Should I try another controller with a different chipset?
I will run smart test later, it's too late now.
Thanks again,
Istvan
Istvan,
I have seen similar behavior with seagate drives in dmraid arrays. I don't have an answer as to why this occurs, but I always felt that it had something to do with problems handling bad-block reallocation while the disks were in arrays. I know that is handled at the drive level and shouldn't matter, but.... I have split arrays into single disks when this occurred, fscked, run bad-blocks and rebuilt the arrays and have had them run for another month or so before the same issues occurred. I still have the same drives running non-raided with no issues at all 2 years later.
Another issue that will cause dmraid to desync is using 'savedefault' in grub to provide failover to another kernel or OS in the event of a failed boot. If you have changed 'default #' to 'default saved' and then added 'savedefault' or 'savedefault #' to your boot entries in grub, get rid of them and go back to 'default #' and see if that doesn't help.

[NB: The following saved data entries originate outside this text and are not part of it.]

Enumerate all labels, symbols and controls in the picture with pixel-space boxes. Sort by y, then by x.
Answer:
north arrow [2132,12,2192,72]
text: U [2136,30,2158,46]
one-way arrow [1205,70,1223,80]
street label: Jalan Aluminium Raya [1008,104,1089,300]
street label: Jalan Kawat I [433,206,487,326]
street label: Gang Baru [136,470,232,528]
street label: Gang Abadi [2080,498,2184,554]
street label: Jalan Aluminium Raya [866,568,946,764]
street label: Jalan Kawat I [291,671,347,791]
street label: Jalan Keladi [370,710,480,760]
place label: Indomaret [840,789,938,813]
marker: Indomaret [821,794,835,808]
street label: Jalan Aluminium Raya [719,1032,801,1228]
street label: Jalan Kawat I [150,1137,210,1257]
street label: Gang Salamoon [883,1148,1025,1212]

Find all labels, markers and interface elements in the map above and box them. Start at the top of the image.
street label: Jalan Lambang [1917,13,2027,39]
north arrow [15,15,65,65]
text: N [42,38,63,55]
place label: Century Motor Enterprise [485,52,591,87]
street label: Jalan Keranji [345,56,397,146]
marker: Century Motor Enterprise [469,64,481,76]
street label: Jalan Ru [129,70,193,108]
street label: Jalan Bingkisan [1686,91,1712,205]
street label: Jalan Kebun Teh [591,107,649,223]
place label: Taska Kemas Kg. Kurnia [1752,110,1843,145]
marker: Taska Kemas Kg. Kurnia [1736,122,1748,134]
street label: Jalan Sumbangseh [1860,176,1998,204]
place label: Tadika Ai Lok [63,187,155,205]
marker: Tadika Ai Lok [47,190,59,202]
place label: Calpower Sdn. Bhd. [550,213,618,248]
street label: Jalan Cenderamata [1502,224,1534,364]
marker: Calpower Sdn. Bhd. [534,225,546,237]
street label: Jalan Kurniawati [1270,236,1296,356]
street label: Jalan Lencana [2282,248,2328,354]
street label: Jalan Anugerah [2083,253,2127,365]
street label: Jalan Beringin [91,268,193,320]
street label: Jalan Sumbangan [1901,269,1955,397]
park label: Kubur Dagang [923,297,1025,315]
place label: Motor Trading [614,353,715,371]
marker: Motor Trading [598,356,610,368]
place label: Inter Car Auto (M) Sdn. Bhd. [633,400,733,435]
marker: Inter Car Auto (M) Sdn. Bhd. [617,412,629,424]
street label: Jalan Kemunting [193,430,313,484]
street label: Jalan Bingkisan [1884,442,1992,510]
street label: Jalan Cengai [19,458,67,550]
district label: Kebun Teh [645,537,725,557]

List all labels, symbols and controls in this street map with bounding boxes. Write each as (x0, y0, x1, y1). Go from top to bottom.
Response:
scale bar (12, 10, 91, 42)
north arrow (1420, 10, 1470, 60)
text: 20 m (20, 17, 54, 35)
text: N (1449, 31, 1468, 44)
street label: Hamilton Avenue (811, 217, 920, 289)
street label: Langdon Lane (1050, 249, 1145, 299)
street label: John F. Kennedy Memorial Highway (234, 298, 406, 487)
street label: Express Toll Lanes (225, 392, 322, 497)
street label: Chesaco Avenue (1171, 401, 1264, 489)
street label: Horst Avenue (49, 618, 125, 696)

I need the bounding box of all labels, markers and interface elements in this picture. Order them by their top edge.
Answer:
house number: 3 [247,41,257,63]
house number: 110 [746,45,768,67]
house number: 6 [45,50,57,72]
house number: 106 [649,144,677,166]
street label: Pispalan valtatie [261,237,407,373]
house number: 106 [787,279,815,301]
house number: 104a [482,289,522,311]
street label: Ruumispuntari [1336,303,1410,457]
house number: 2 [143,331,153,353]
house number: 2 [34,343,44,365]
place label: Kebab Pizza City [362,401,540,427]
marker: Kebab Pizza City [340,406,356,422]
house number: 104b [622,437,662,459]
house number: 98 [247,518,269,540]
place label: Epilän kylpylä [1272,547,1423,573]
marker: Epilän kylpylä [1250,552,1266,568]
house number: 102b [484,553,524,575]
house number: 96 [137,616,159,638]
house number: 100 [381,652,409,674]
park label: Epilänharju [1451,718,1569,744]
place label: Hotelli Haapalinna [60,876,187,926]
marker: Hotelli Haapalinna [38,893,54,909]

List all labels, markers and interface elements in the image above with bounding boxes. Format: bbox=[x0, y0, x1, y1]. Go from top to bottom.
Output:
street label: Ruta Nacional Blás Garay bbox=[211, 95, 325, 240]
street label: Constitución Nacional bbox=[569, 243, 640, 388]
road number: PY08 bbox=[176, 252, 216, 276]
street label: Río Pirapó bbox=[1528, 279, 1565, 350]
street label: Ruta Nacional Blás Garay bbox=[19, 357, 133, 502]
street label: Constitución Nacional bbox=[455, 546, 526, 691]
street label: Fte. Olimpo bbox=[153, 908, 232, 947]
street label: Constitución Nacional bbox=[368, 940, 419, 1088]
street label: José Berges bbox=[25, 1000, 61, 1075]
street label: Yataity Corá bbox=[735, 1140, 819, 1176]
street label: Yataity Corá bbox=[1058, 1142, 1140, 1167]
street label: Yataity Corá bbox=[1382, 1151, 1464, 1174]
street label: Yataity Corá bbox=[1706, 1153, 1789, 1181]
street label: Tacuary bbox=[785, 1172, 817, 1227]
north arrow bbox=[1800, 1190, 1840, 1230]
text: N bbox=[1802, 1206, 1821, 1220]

dmraid has been solid for me for at least 8 years, but when this type of issue pops up, you realize how much voodoo it relies on that makes tracking down the exact issue difficult. The dmraid mailing list is 'dm-devel@redhat.com'. The list is low-volume (1-2 posts per day), so it wouldn't hurt to subscribe and run the issue by the devs to see if they may not have a better answer.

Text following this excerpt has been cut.